Source data ::
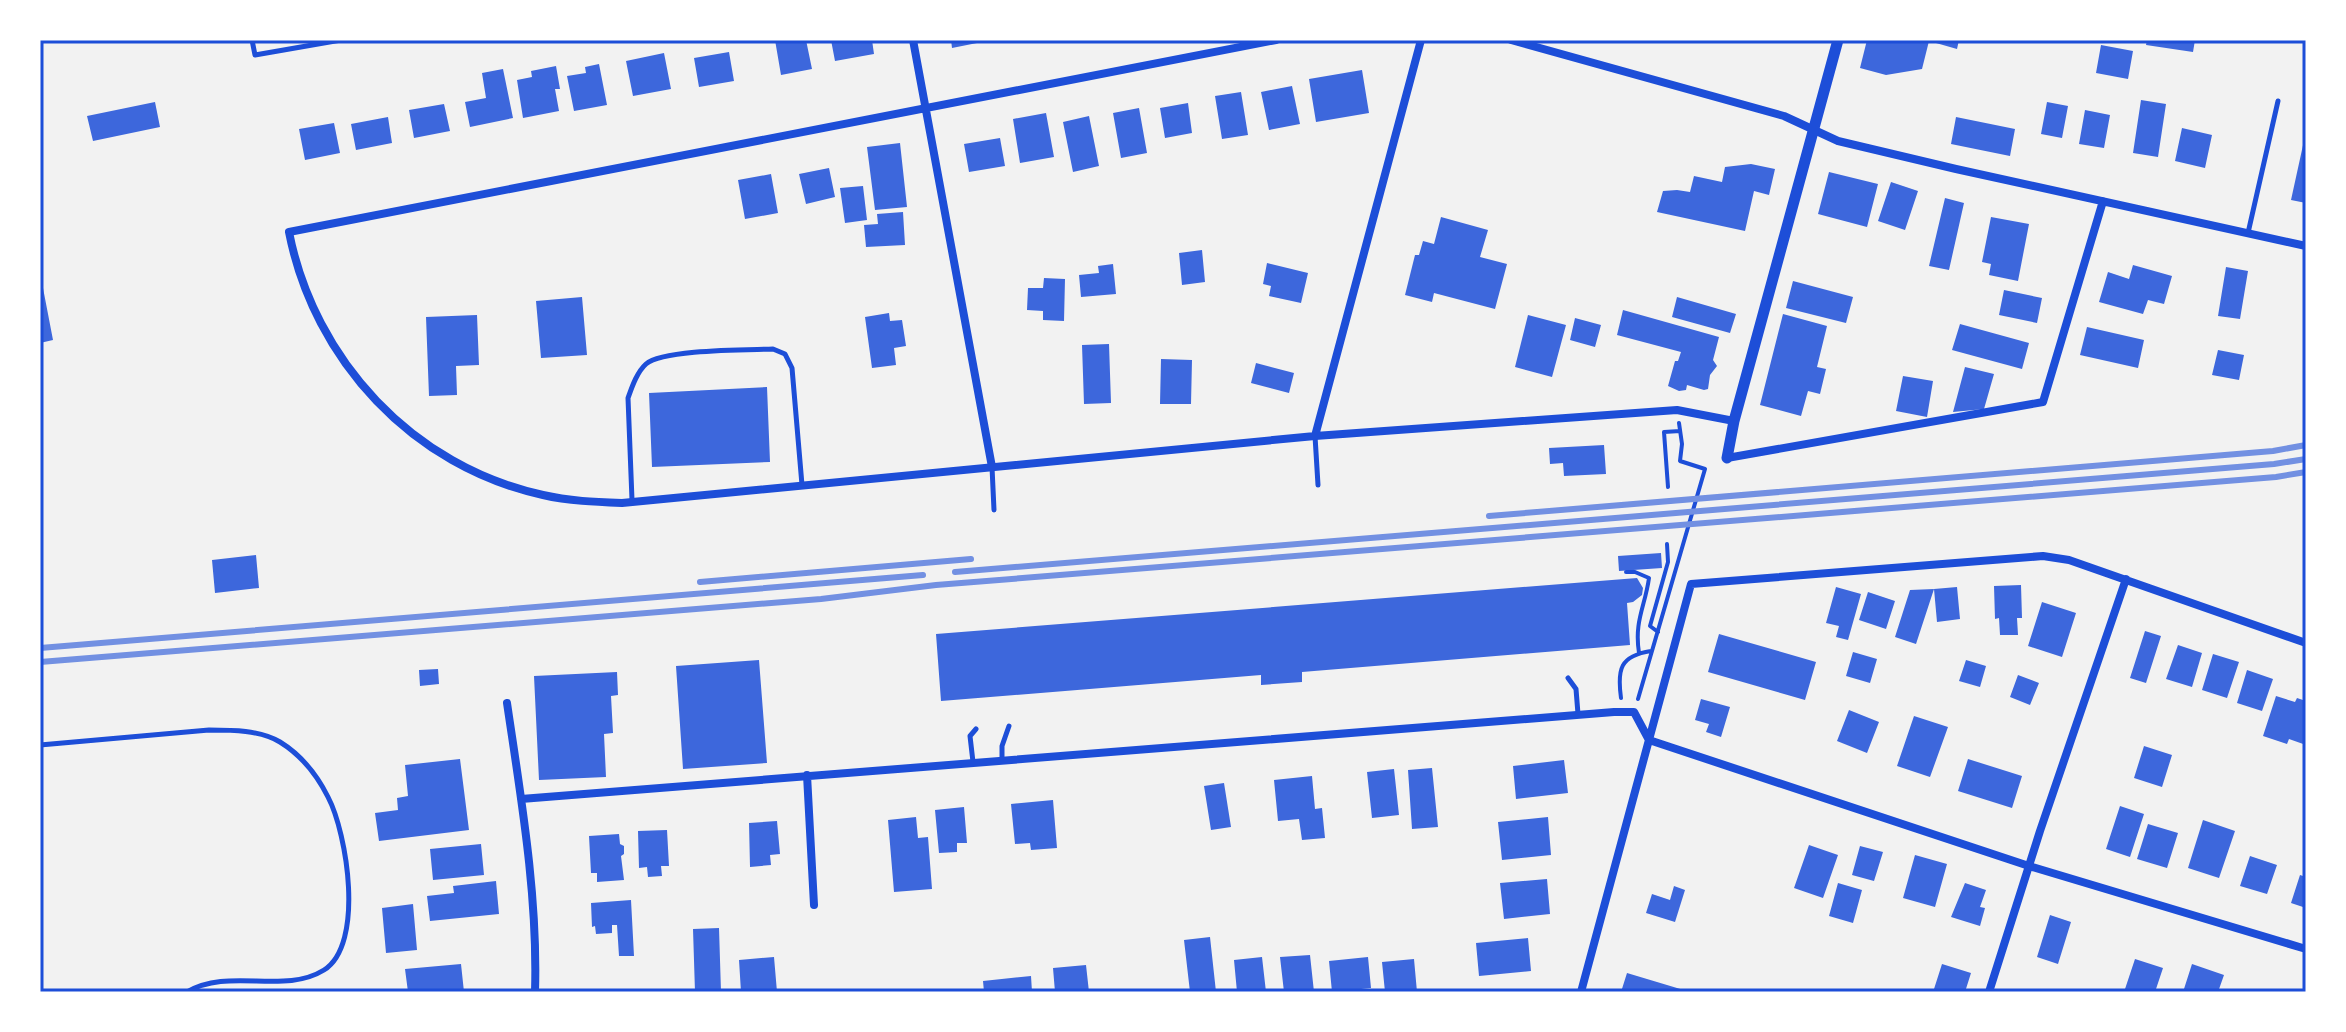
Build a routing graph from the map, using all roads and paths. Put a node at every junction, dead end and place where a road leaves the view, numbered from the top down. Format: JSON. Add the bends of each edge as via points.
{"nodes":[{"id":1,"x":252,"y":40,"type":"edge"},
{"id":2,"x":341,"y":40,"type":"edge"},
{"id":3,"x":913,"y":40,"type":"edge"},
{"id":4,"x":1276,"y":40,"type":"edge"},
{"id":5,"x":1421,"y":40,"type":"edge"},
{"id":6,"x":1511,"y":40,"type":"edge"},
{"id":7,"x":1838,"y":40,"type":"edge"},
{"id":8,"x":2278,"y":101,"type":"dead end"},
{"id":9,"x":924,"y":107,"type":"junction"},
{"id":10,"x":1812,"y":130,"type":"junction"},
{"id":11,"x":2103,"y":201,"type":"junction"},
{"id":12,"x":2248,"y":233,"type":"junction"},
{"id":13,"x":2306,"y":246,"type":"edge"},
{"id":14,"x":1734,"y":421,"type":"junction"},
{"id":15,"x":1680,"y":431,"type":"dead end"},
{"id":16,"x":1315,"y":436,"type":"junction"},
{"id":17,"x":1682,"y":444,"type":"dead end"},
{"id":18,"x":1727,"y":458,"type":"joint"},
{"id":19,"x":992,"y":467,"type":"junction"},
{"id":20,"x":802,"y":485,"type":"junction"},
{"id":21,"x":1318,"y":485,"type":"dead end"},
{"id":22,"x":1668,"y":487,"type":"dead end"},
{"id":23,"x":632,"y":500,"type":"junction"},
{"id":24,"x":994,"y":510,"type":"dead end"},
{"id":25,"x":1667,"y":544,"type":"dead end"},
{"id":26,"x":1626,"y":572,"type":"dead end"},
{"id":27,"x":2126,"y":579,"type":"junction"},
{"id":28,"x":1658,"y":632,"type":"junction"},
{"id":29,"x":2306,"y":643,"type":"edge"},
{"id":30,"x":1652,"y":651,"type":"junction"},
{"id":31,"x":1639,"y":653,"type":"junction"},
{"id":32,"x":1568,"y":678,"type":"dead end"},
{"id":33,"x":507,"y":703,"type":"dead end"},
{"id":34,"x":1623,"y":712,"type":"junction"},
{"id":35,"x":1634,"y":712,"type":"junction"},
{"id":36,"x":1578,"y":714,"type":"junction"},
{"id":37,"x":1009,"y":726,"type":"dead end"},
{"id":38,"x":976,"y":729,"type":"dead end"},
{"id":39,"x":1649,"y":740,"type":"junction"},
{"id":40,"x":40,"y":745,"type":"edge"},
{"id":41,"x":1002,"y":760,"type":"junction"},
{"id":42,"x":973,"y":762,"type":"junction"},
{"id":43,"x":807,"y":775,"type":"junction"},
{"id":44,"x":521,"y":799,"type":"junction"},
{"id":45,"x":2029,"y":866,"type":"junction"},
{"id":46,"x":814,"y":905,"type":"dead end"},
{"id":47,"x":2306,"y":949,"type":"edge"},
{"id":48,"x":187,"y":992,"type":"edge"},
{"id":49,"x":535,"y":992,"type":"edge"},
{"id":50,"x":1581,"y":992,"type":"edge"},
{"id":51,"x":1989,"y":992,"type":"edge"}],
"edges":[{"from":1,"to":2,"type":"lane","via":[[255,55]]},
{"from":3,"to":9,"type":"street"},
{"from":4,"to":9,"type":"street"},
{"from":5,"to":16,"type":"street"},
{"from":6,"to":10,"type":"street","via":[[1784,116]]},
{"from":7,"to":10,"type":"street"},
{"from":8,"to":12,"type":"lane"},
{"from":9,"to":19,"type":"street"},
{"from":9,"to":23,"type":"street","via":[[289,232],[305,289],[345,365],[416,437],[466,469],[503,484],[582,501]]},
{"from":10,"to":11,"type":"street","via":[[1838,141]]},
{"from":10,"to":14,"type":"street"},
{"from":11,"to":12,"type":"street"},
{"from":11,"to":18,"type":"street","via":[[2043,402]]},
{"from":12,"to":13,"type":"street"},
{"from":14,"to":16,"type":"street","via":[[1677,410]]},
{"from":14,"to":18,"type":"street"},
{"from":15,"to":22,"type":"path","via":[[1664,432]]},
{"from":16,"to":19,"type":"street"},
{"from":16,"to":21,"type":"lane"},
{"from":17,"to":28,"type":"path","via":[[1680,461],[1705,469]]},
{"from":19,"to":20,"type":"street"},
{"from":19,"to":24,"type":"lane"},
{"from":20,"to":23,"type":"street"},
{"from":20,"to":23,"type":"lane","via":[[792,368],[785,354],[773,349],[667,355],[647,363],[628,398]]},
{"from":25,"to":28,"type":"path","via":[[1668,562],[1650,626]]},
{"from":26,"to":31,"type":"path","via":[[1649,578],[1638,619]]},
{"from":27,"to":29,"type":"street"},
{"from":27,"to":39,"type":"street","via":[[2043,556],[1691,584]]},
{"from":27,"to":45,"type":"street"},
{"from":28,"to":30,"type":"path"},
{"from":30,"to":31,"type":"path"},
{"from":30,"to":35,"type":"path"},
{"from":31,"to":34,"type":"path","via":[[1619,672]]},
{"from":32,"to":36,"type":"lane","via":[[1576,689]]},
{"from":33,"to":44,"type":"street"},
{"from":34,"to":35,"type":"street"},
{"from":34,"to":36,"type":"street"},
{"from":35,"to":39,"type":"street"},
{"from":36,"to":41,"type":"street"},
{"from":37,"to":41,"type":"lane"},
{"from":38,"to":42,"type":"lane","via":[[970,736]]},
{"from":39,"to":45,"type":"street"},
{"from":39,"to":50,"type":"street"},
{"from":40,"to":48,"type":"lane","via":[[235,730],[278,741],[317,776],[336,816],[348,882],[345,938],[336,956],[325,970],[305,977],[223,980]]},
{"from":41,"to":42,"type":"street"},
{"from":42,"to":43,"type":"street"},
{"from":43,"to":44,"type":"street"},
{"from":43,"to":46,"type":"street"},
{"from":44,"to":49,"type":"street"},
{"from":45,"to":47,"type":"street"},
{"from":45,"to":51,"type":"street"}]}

What the exercise asks ::
When you copy the data, keep every line exact and drop the pictures.

Your solution ::
Build a routing graph from the map, using all roads and paths. Put a node at every junction, dead end and place where a road leaves the view, numbered from the top down. Format: JSON. Add the bends of each edge as via points.
{"nodes":[{"id":1,"x":252,"y":40,"type":"edge"},
{"id":2,"x":341,"y":40,"type":"edge"},
{"id":3,"x":913,"y":40,"type":"edge"},
{"id":4,"x":1276,"y":40,"type":"edge"},
{"id":5,"x":1421,"y":40,"type":"edge"},
{"id":6,"x":1511,"y":40,"type":"edge"},
{"id":7,"x":1838,"y":40,"type":"edge"},
{"id":8,"x":2278,"y":101,"type":"dead end"},
{"id":9,"x":924,"y":107,"type":"junction"},
{"id":10,"x":1812,"y":130,"type":"junction"},
{"id":11,"x":2103,"y":201,"type":"junction"},
{"id":12,"x":2248,"y":233,"type":"junction"},
{"id":13,"x":2306,"y":246,"type":"edge"},
{"id":14,"x":1734,"y":421,"type":"junction"},
{"id":15,"x":1680,"y":431,"type":"dead end"},
{"id":16,"x":1315,"y":436,"type":"junction"},
{"id":17,"x":1682,"y":444,"type":"dead end"},
{"id":18,"x":1727,"y":458,"type":"joint"},
{"id":19,"x":992,"y":467,"type":"junction"},
{"id":20,"x":802,"y":485,"type":"junction"},
{"id":21,"x":1318,"y":485,"type":"dead end"},
{"id":22,"x":1668,"y":487,"type":"dead end"},
{"id":23,"x":632,"y":500,"type":"junction"},
{"id":24,"x":994,"y":510,"type":"dead end"},
{"id":25,"x":1667,"y":544,"type":"dead end"},
{"id":26,"x":1626,"y":572,"type":"dead end"},
{"id":27,"x":2126,"y":579,"type":"junction"},
{"id":28,"x":1658,"y":632,"type":"junction"},
{"id":29,"x":2306,"y":643,"type":"edge"},
{"id":30,"x":1652,"y":651,"type":"junction"},
{"id":31,"x":1639,"y":653,"type":"junction"},
{"id":32,"x":1568,"y":678,"type":"dead end"},
{"id":33,"x":507,"y":703,"type":"dead end"},
{"id":34,"x":1623,"y":712,"type":"junction"},
{"id":35,"x":1634,"y":712,"type":"junction"},
{"id":36,"x":1578,"y":714,"type":"junction"},
{"id":37,"x":1009,"y":726,"type":"dead end"},
{"id":38,"x":976,"y":729,"type":"dead end"},
{"id":39,"x":1649,"y":740,"type":"junction"},
{"id":40,"x":40,"y":745,"type":"edge"},
{"id":41,"x":1002,"y":760,"type":"junction"},
{"id":42,"x":973,"y":762,"type":"junction"},
{"id":43,"x":807,"y":775,"type":"junction"},
{"id":44,"x":521,"y":799,"type":"junction"},
{"id":45,"x":2029,"y":866,"type":"junction"},
{"id":46,"x":814,"y":905,"type":"dead end"},
{"id":47,"x":2306,"y":949,"type":"edge"},
{"id":48,"x":187,"y":992,"type":"edge"},
{"id":49,"x":535,"y":992,"type":"edge"},
{"id":50,"x":1581,"y":992,"type":"edge"},
{"id":51,"x":1989,"y":992,"type":"edge"}],
"edges":[{"from":1,"to":2,"type":"lane","via":[[255,55]]},
{"from":3,"to":9,"type":"street"},
{"from":4,"to":9,"type":"street"},
{"from":5,"to":16,"type":"street"},
{"from":6,"to":10,"type":"street","via":[[1784,116]]},
{"from":7,"to":10,"type":"street"},
{"from":8,"to":12,"type":"lane"},
{"from":9,"to":19,"type":"street"},
{"from":9,"to":23,"type":"street","via":[[289,232],[305,289],[345,365],[416,437],[466,469],[503,484],[582,501]]},
{"from":10,"to":11,"type":"street","via":[[1838,141]]},
{"from":10,"to":14,"type":"street"},
{"from":11,"to":12,"type":"street"},
{"from":11,"to":18,"type":"street","via":[[2043,402]]},
{"from":12,"to":13,"type":"street"},
{"from":14,"to":16,"type":"street","via":[[1677,410]]},
{"from":14,"to":18,"type":"street"},
{"from":15,"to":22,"type":"path","via":[[1664,432]]},
{"from":16,"to":19,"type":"street"},
{"from":16,"to":21,"type":"lane"},
{"from":17,"to":28,"type":"path","via":[[1680,461],[1705,469]]},
{"from":19,"to":20,"type":"street"},
{"from":19,"to":24,"type":"lane"},
{"from":20,"to":23,"type":"street"},
{"from":20,"to":23,"type":"lane","via":[[792,368],[785,354],[773,349],[667,355],[647,363],[628,398]]},
{"from":25,"to":28,"type":"path","via":[[1668,562],[1650,626]]},
{"from":26,"to":31,"type":"path","via":[[1649,578],[1638,619]]},
{"from":27,"to":29,"type":"street"},
{"from":27,"to":39,"type":"street","via":[[2043,556],[1691,584]]},
{"from":27,"to":45,"type":"street"},
{"from":28,"to":30,"type":"path"},
{"from":30,"to":31,"type":"path"},
{"from":30,"to":35,"type":"path"},
{"from":31,"to":34,"type":"path","via":[[1619,672]]},
{"from":32,"to":36,"type":"lane","via":[[1576,689]]},
{"from":33,"to":44,"type":"street"},
{"from":34,"to":35,"type":"street"},
{"from":34,"to":36,"type":"street"},
{"from":35,"to":39,"type":"street"},
{"from":36,"to":41,"type":"street"},
{"from":37,"to":41,"type":"lane"},
{"from":38,"to":42,"type":"lane","via":[[970,736]]},
{"from":39,"to":45,"type":"street"},
{"from":39,"to":50,"type":"street"},
{"from":40,"to":48,"type":"lane","via":[[235,730],[278,741],[317,776],[336,816],[348,882],[345,938],[336,956],[325,970],[305,977],[223,980]]},
{"from":41,"to":42,"type":"street"},
{"from":42,"to":43,"type":"street"},
{"from":43,"to":44,"type":"street"},
{"from":43,"to":46,"type":"street"},
{"from":44,"to":49,"type":"street"},
{"from":45,"to":47,"type":"street"},
{"from":45,"to":51,"type":"street"}]}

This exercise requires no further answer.